Les bonnes nouvelles pour la musique française viennent souvent des interprètes anglo-saxons. Tandis que l’année du bicentenaire de la mort d’Etienne-Nicolas Méhul (1763-1817) débute, The Orchestra of the Age of Enlightenment était au rendez-vous il y a peu à Londres pour un « Gala Méhul « . Commençons pas rendre à César ... La chose n’étonnera nullement - c’est au Palazzetto Bru Zane que l’on doit l’initiative d’un concert dont le propos est d’illustrer l’originalité et la diversité d’inspiration d’un compositeur situé à une période charnière de l’histoire de France, qu’on l’envisage du point de vue musical ou politique. Originalité dont un autre exemple, discographique, arrive ces jours-ci avec la sortie d’un bel enregistrement d’Uthal – « opéra en un acte et en vers imité d’Ossian » daté de 1806 – réalisé à Versailles au printemps 2015, sous la direction de Christophe Rousset (1) 

Le bref et surprenant Uthal – avec son orchestre sans violons – dont un air figure d’ailleurs au programme du gala, en compagnie d’extraits d’autres ouvrages lyriques, de pièces instrumentales du Français, mais aussi d’un air du Fidelio de Beethoven et de pages symphoniques signées Mozart, Gluck, Kreutzer et Salieri : grand panorama européen donc, mais dont l’auteur de l’immortel Chant du Départ demeure bien l’objet premier.
A la tête de l’Orchestre de l’Âge des Lumières, Jonathan Cohen (né en 1977) montre un engagement, un sens théâtral, une attention constante au timbre instrumental dont on prend d’emblée la mesure avec l’ouverture des Amazones de Méhul, morceau à l’orchestration très cuivrée que le chef mène avec un souffle et une plénitude qui augurent du meilleur pour la suite.

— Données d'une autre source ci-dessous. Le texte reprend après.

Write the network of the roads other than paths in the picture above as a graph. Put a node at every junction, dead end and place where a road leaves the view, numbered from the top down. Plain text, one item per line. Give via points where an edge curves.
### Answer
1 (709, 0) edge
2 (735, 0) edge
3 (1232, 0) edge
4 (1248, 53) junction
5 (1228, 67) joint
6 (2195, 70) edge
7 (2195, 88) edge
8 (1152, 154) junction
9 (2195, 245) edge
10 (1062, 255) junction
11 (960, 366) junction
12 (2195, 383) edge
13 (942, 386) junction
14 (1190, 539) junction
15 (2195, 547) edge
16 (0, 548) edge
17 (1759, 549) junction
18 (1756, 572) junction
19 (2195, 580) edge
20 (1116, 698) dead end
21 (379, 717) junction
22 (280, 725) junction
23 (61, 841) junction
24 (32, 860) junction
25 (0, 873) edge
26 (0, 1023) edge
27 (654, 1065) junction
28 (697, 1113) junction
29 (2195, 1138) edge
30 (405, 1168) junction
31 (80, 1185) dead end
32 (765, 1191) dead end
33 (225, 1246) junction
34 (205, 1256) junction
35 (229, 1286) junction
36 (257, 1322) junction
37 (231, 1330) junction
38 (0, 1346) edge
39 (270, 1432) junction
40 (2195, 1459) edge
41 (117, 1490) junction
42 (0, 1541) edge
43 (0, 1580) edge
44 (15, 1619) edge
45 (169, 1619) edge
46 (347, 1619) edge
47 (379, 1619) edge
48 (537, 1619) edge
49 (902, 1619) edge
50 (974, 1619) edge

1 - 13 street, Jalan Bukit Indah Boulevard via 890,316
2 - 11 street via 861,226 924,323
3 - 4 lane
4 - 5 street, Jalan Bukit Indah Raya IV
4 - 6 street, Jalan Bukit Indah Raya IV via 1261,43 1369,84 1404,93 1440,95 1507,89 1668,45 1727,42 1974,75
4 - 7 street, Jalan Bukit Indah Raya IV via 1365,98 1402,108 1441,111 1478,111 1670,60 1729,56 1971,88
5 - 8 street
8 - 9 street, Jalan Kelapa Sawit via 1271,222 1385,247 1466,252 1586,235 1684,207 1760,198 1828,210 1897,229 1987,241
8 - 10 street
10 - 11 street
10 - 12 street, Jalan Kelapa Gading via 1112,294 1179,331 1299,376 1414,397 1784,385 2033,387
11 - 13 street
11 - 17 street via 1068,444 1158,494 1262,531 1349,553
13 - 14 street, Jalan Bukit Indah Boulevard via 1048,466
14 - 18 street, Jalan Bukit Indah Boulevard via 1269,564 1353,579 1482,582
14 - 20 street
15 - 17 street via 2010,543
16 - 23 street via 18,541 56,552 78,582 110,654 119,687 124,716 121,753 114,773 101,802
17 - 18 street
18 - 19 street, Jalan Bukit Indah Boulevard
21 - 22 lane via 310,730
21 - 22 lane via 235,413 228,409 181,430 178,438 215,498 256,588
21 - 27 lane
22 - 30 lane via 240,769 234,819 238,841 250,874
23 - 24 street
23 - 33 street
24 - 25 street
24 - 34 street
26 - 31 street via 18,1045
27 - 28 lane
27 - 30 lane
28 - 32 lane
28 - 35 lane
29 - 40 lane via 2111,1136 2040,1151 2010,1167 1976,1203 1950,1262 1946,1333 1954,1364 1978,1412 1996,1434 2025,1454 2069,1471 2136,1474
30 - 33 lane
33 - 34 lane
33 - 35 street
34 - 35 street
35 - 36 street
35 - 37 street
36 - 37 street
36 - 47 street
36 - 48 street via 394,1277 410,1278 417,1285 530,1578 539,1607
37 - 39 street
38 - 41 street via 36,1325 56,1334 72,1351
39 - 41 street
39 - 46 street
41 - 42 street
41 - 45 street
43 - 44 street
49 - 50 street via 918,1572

Deux ténors américains à l’affiche : John Irvin et Michael Spyres (photo). Au premier d’ouvrir la marche avec deux airs de Méhul : « Du mal affreux » (Mélidore et Phrosine) et « Quoi ! Je la cherche en vain » (Uthal). Souvent en délicatesse avec la prononciation française, Irvin montre cependant une belle musicalité et sait, dans l’émouvant extrait d’Uthal, accorder sa voix aux teintes d’un orchestre dont Cohen saisit toute la portée expressive. Car le bonheur est aussi du côté instrumental : entre les deux morceaux chantés, l’Air de Furie de Gluck montre une netteté des attaques et un feu admirables.

Jonathan Cohen © The Orchestra of the Age of Enlightenment

Un peu plus loin, J. Cohen ne convainc par moins dans le premier mouvement de la 5ème Symphonie en la majeur (ouvrage inachevé de 1810) de Méhul qui, après un assez haydnienne introduction lente – la musique de l’Autrichien a beaucoup circulé à Paris ... – chemine avec de belles trouvailles harmoniques vers son éclatante conclusion sous une battue allante et pêchue. On ne pouvait mieux préluder à l’entrée de Michael Spyres pour le « Gott ! Welch dunkel hier ! » (Fidelio) que l’artiste aborde avec une aisance technique, une présence et une justesse de sentiment simplement idéales.

Hormis le « Traçons bien notre plan » issu d’Une Folie de Méhul, confié à un John Irvin charmeur mais qui ne parvient à restituer toute la saveur de cet air – toujours le handicap de la prononciation ... – le reste de la soirée revient à Spyres. Ses affinités avec la langue française ne sont plus à dire ; elles se vérifient avec deux superbes pages de Méhul dans lesquelles le chanteur s’investit corps et âme. Impossible de résister à la douleur désespérée qu’il met dans le « Qu’ai-je fait, malheureux ? » (Euphrosine, ou le tyran corrigé), pas plus qu’au « Ô Dieux ! Ecoutez ma prière ! » (Ariodant). L’impact dramatique de ce dernier est accru par le soin que J. Cohen prête à un accompagnement dont on savoure la souplesse des cordes comme l’efficacité des vents (le trombone sur la troisième strophe de l’air !).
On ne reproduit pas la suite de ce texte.